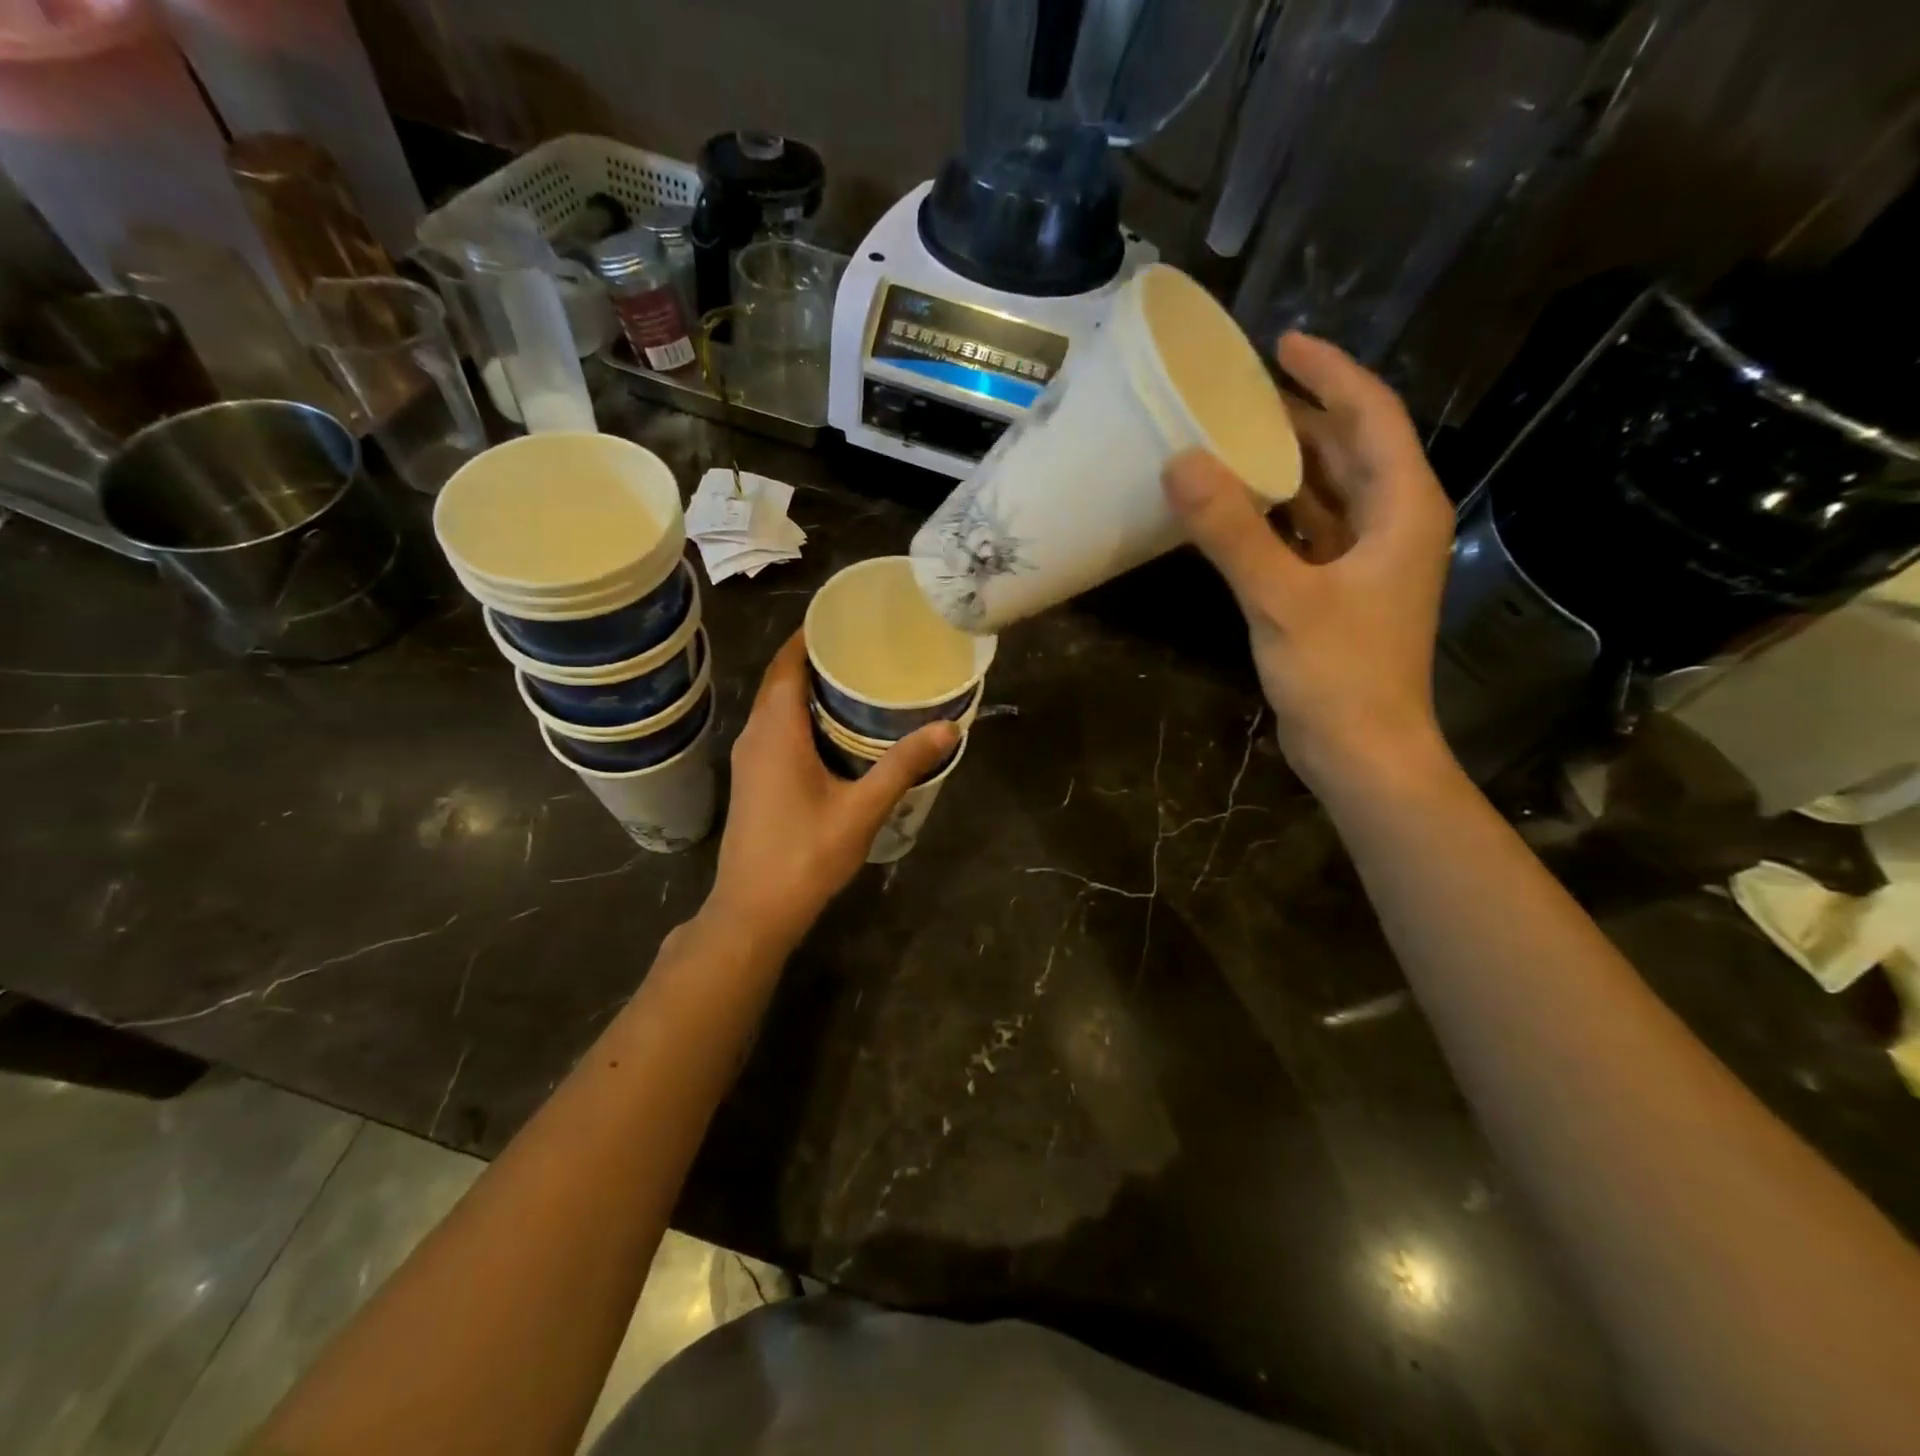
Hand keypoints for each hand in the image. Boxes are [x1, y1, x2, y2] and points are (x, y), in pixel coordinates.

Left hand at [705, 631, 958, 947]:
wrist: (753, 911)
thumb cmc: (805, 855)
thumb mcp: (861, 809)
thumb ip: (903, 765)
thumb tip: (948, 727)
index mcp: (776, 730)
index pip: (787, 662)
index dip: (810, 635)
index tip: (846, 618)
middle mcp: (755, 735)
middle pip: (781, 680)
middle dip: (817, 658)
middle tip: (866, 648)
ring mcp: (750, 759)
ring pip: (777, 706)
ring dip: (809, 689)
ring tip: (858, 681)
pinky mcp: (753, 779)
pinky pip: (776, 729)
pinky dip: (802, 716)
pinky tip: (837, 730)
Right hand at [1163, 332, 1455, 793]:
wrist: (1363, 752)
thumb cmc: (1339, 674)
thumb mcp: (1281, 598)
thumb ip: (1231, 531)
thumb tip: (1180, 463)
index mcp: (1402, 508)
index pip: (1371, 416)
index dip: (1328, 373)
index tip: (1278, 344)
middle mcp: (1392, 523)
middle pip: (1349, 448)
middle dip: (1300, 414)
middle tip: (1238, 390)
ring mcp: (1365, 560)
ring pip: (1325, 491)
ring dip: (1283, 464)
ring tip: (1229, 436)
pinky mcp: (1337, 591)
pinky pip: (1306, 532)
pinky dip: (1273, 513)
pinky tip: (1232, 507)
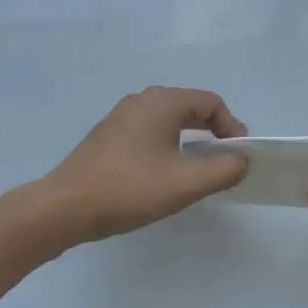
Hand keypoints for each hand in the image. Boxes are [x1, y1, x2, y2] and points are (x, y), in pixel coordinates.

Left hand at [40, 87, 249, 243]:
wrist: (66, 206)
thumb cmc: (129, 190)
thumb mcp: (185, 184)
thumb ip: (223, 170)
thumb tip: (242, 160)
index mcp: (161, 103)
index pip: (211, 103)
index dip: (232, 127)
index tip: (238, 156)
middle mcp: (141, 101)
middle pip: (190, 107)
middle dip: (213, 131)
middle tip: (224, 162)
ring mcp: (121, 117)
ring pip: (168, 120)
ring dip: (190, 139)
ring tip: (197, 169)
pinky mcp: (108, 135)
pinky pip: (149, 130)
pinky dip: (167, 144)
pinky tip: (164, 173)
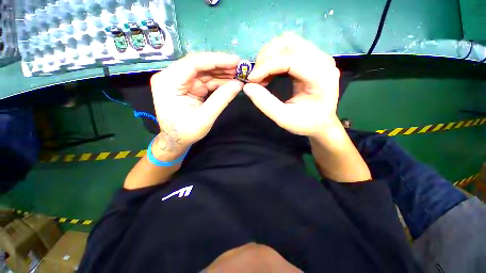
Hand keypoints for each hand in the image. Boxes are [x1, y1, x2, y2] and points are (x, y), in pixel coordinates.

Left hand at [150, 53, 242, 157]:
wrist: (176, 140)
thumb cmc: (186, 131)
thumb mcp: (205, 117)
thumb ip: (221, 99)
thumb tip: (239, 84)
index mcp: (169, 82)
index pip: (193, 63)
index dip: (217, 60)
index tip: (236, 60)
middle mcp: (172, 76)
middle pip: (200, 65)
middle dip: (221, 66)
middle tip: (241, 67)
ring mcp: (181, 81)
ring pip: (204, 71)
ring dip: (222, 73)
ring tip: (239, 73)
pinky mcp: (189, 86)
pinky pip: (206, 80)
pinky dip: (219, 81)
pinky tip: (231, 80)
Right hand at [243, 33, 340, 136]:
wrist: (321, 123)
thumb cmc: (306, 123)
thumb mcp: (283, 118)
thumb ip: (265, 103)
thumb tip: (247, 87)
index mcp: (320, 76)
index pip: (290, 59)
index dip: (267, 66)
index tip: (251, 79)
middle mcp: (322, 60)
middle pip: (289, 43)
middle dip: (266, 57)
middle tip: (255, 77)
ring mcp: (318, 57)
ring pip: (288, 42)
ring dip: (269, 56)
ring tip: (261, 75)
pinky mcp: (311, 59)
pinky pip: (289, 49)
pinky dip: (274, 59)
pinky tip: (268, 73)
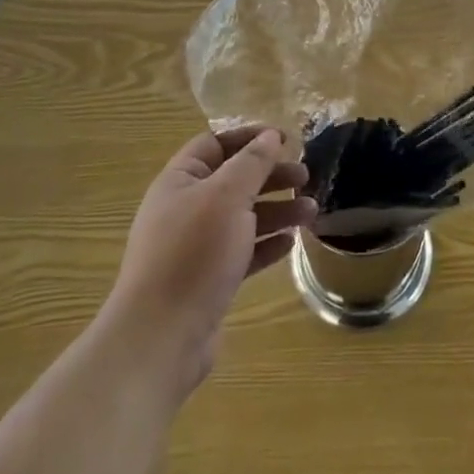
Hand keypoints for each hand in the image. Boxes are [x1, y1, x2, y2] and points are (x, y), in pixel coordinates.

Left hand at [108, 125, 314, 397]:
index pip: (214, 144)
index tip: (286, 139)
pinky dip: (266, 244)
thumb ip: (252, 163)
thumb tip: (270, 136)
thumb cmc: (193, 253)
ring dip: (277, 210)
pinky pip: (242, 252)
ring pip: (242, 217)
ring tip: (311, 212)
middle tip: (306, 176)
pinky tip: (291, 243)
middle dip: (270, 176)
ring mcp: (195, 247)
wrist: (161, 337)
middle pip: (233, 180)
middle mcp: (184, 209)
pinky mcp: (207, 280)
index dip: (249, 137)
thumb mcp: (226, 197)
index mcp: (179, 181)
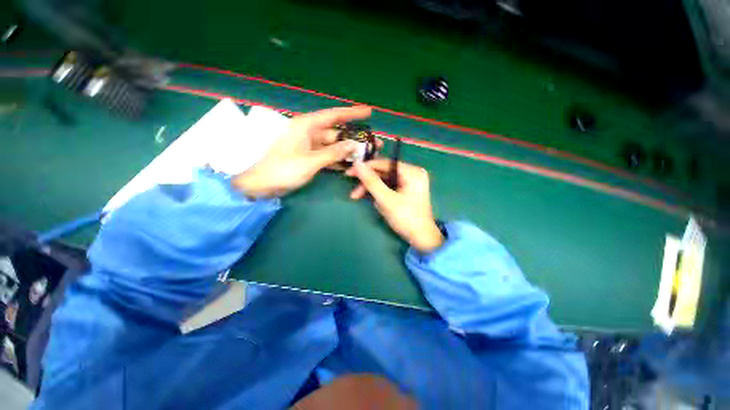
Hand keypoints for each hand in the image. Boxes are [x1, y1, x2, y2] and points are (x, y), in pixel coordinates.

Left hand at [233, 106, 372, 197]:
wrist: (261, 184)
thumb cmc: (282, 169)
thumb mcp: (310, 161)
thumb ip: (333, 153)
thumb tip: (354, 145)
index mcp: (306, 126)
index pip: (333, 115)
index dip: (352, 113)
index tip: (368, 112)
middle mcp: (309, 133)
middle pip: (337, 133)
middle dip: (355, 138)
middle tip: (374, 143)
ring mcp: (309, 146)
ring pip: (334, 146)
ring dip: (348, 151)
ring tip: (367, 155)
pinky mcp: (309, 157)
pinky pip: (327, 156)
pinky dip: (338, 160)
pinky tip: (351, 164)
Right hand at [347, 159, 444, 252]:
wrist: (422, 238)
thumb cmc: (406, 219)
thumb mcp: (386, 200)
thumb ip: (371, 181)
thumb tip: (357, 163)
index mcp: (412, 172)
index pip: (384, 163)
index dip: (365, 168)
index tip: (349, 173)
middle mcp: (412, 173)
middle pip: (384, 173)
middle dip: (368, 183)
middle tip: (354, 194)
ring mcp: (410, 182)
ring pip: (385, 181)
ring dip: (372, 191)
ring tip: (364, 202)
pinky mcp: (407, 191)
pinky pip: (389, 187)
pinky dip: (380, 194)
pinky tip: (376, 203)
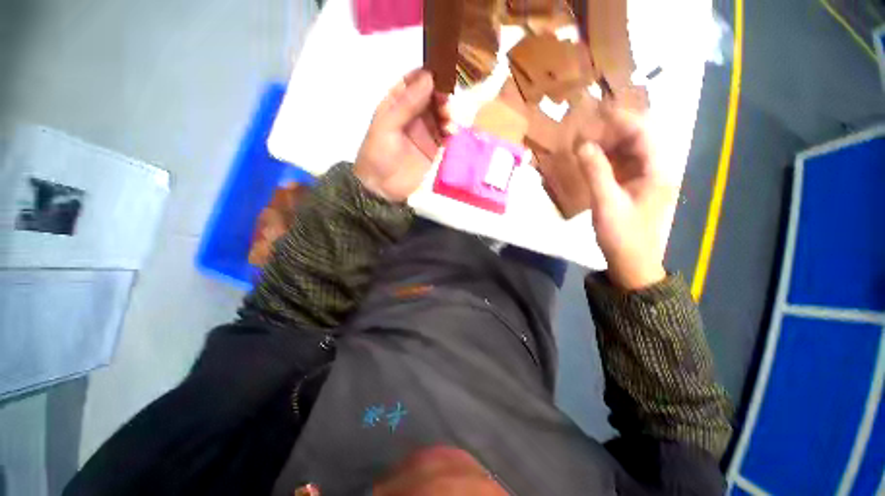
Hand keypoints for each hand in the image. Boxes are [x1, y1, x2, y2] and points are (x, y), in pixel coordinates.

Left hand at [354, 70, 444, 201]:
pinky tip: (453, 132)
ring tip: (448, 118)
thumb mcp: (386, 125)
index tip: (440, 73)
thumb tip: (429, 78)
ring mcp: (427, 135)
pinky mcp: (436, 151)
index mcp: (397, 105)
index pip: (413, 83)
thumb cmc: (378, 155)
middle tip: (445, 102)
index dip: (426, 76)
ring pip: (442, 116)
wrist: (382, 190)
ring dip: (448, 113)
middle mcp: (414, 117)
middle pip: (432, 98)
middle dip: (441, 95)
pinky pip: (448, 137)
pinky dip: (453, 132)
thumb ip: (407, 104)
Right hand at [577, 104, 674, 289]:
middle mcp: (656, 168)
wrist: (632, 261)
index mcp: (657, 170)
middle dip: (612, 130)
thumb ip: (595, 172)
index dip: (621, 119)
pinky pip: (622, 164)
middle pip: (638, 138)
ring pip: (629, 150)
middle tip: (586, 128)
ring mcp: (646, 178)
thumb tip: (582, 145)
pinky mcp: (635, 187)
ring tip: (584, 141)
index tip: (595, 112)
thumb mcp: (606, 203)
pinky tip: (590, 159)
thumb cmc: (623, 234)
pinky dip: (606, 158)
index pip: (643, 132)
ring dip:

◆ ◆ ◆ ◆

> Work to complete: Leave out the pictures, then reproduce exactly the run of lines from the one that contains "pinky dip: (380, 194)" to the final line of the listing above.

> Completed task:
pinky dip: (380, 194)
pinky tip: (376, 203)
Hand keypoints for each hand in the image. Boxes are [x1, y1, x2, y2] and points are (x, y), in pixel coordinates.

Left hand at [354, 70, 444, 201]:
pinky tip: (453, 132)
ring tip: (448, 118)
thumb mcp: (386, 125)
index tip: (440, 73)
thumb tip: (429, 78)
ring mcp: (427, 135)
pinky mcp: (436, 151)
index mcp: (397, 105)
index pip: (413, 83)
thumb cmc: (378, 155)
middle tip: (445, 102)
index dip: (426, 76)
ring pip: (442, 116)
wrist: (382, 190)
ring dip: (448, 113)
middle mcp: (414, 117)
middle pip: (432, 98)
middle dip: (441, 95)
pinky pip: (448, 137)
pinky dip: (453, 132)
thumb ip: (407, 104)
Right hand at [577, 104, 674, 289]:
middle mcp: (656, 168)
wrist: (632, 261)
index mcp: (657, 170)
middle dip: (612, 130)
thumb ip: (595, 172)
index dip: (621, 119)
pinky pip: (622, 164)
middle pip: (638, 138)
ring pip: (629, 150)
middle tip: (586, 128)
ring mcp: (646, 178)
thumb tip: (582, 145)
pinky mcp: (635, 187)
ring tip: (584, 141)
index tip: (595, 112)
thumb mcp: (606, 203)
pinky tip: (590, 159)
thumb cmc: (623, 234)
pinky dip: (606, 158)
index pip: (643, 132)
ring dip:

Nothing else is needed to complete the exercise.